The Government recognises the potential benefits of Chinese BEVs for consumers and businesses in Ireland and the EU, including in supporting progress towards our important climate targets, and we sincerely welcome that consultations are continuing between the EU and China to explore alternative, WTO-compatible solutions to find a mutually agreed solution to this case.
In terms of the impact of the countervailing duties on the Irish BEV market, it is unclear at this stage. The Government is continuing to monitor the impact of this development on the BEV market in Ireland.
The Government has committed significant funding to support zero and low emitting vehicles through the National Development Plan, which currently includes an allocation of almost €500 million for the period 2021-2025 and additional support from the Climate Action Fund, the Shared Island Fund, and the EU Just Transition Fund.
Almost €116m has been allocated in 2024 to ensure the continued transition to electric vehicles which includes funding for BEV grants and BEV charging infrastructure.
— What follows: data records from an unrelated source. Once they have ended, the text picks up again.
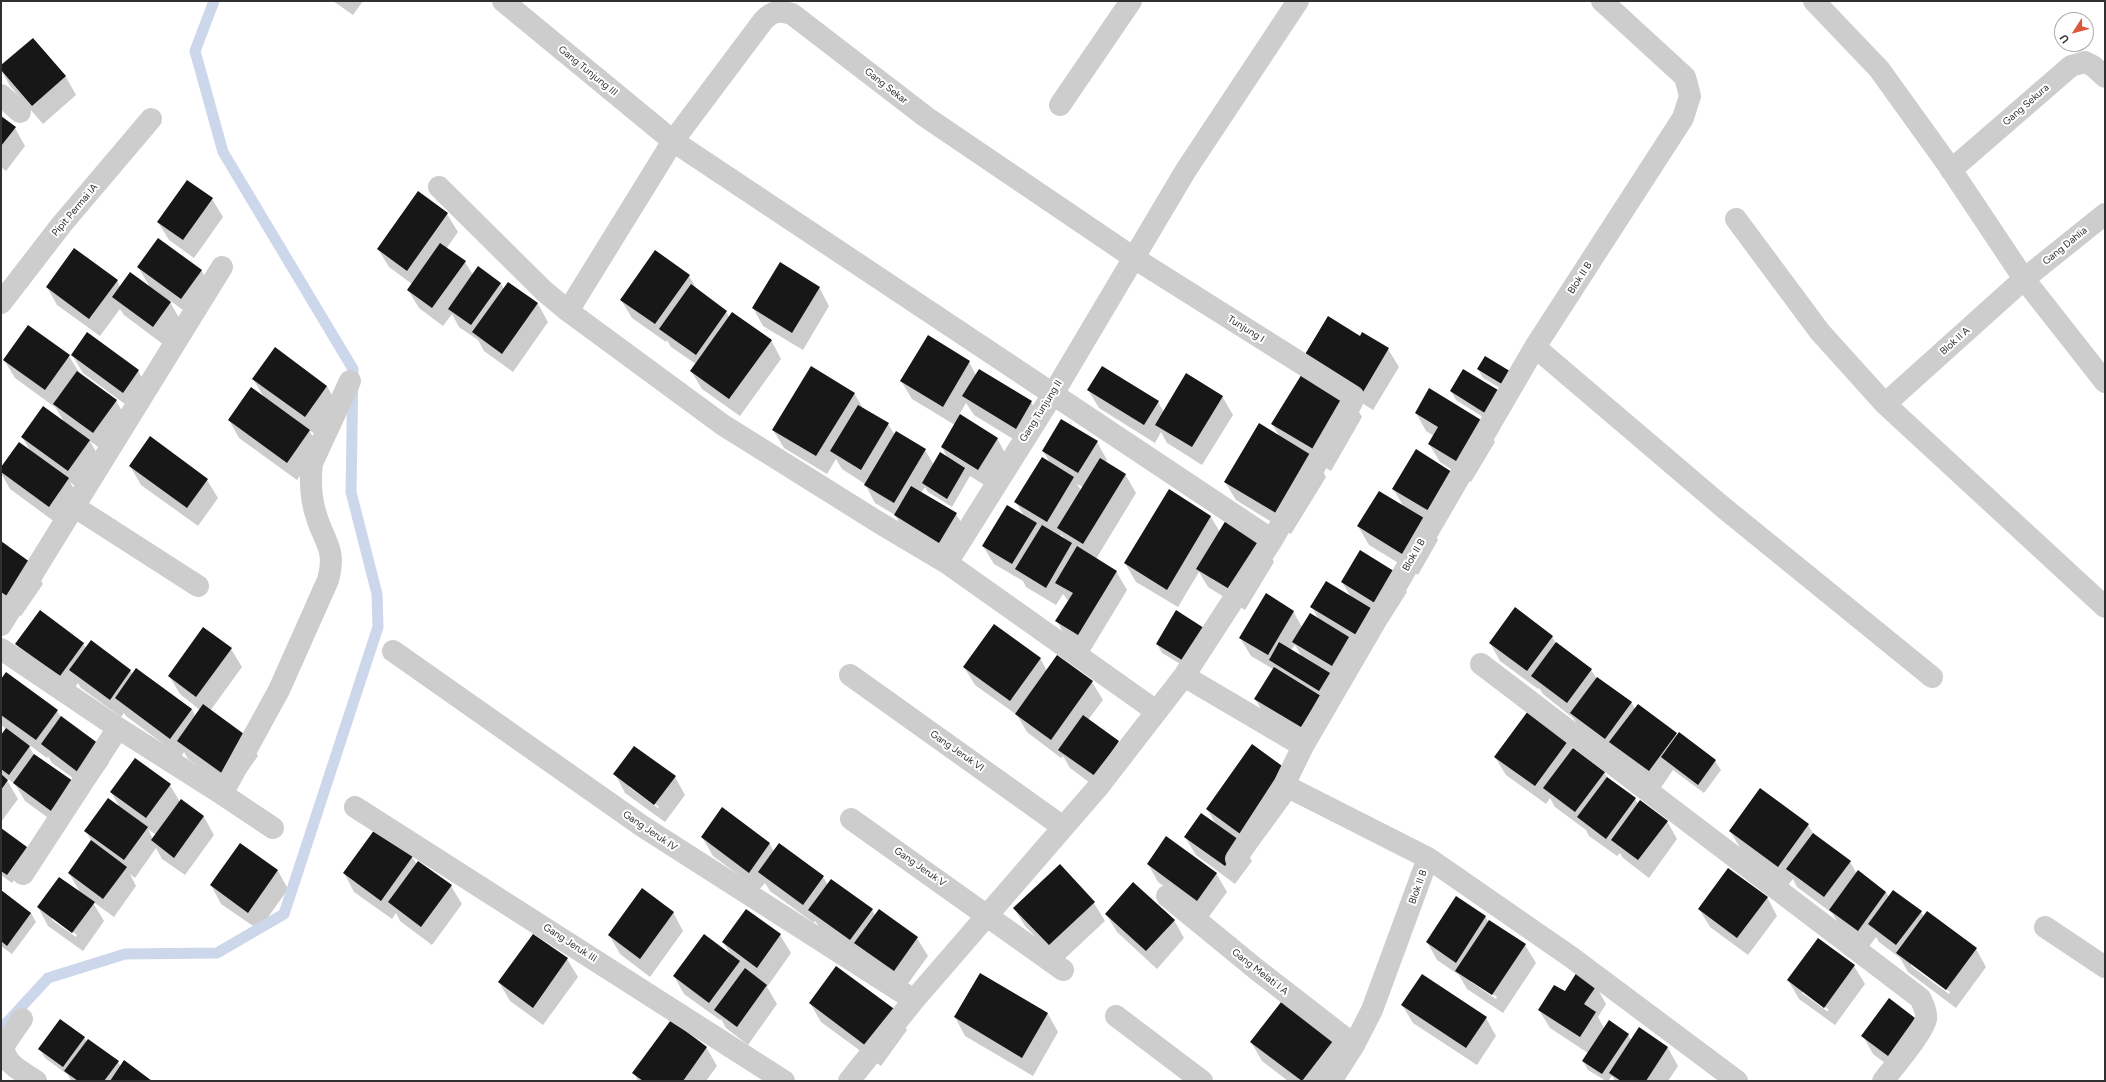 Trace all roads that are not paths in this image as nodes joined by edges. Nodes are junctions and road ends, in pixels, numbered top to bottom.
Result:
1 (503, 1) edge
2 (1131, 1) edge
3 (1298, 1) edge
4 (1602, 1) edge
5 (1814, 1) edge
6 (2105, 77) edge
7 (1, 95) edge
8 (1060, 105) dead end
9 (20, 112) dead end
10 (151, 119) dead end
11 (673, 141) junction
12 (1951, 170) junction
13 (439, 187) dead end
14 (2105, 214) edge
15 (1736, 219) dead end
16 (1134, 258) junction
17 (222, 267) dead end
18 (2024, 279) junction
19 (1, 303) edge
20 (568, 311) junction
21 (1535, 347) junction
22 (350, 381) dead end
23 (2105, 382) edge
24 (1052, 394) junction
25 (1885, 404) junction
26 (75, 507) junction
27 (1272, 540) junction
28 (947, 563) junction
29 (198, 586) dead end
30 (2105, 607) edge
31 (1, 624) edge
32 (1, 649) edge
33 (393, 651) dead end
34 (1482, 664) dead end
35 (850, 675) dead end
36 (1184, 676) junction
37 (1932, 677) dead end
38 (1156, 711) junction
39 (118, 728) junction
40 (1303, 746) junction
41 (1284, 785) junction
42 (222, 794) junction
43 (355, 807) dead end
44 (851, 819) dead end
45 (1063, 827) junction
46 (273, 828) dead end
47 (1428, 858) junction
48 (1236, 859) dead end
49 (23, 874) dead end
50 (1167, 896) dead end
51 (988, 915) junction
52 (2045, 927) dead end
53 (2105, 967) edge
54 (1063, 970) dead end
55 (914, 1000) junction
56 (1116, 1016) dead end
57 (22, 1020) dead end
58 (1354, 1045) junction
59 (4, 1063) edge
60 (1724, 1077) edge
61 (36, 1081) edge
62 (784, 1081) edge
63 (849, 1081) edge
64 (1202, 1081) edge
65 (1331, 1081) edge
66 (1883, 1081) edge

1 - 11 street, Gang Tunjung III
2 - 8 street
3 - 16 street, Gang Tunjung II
4 - 21 street, Blok II B
5 - 12 street
6 - 12 street, Gang Sekura
7 - 9 street
10 - 19 street, Pipit Permai IA
11 - 16 street, Gang Sekar
11 - 20 street, Gang Sekar
11 - 24 street, Gang Tunjung III
12 - 18 street
13 - 20 street
14 - 18 street, Gang Dahlia
15 - 25 street
16 - 24 street, Gang Tunjung II
16 - 27 street, Tunjung I
17 - 26 street
18 - 23 street
18 - 25 street, Blok II A
20 - 28 street
21 - 37 street
21 - 40 street, Blok II B
22 - 42 street
24 - 27 street, Gang Tunjung III
24 - 28 street, Gang Tunjung II
25 - 30 street
26 - 29 street
26 - 31 street
27 - 36 street
28 - 38 street
32 - 39 street
33 - 55 street, Gang Jeruk IV
34 - 66 street
35 - 45 street, Gang Jeruk VI
36 - 38 street
36 - 40 street
38 - 45 street
39 - 42 street
39 - 49 street
40 - 41 street, Blok II B
41 - 47 street, Blok II B
41 - 48 street
42 - 46 street
43 - 62 street, Gang Jeruk III
44 - 51 street, Gang Jeruk V
45 - 51 street
47 - 58 street, Blok II B
47 - 60 street
50 - 58 street, Gang Melati I A
51 - 54 street, Gang Jeruk V
51 - 55 street
52 - 53 street
55 - 63 street
56 - 64 street
57 - 59 street
58 - 65 street, Blok II B
59 - 61 street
This underpins the Government’s commitment to making electric vehicles accessible to all.
There are a number of existing financial supports, including Government grants and tax relief measures, available for consumers to continue to support the transition to electric vehicles. These and related infrastructure supports will continue to incentivise the switch to electric vehicles as well as enable the expansion of a fast and rapid electric vehicle charging network to stay ahead of demand.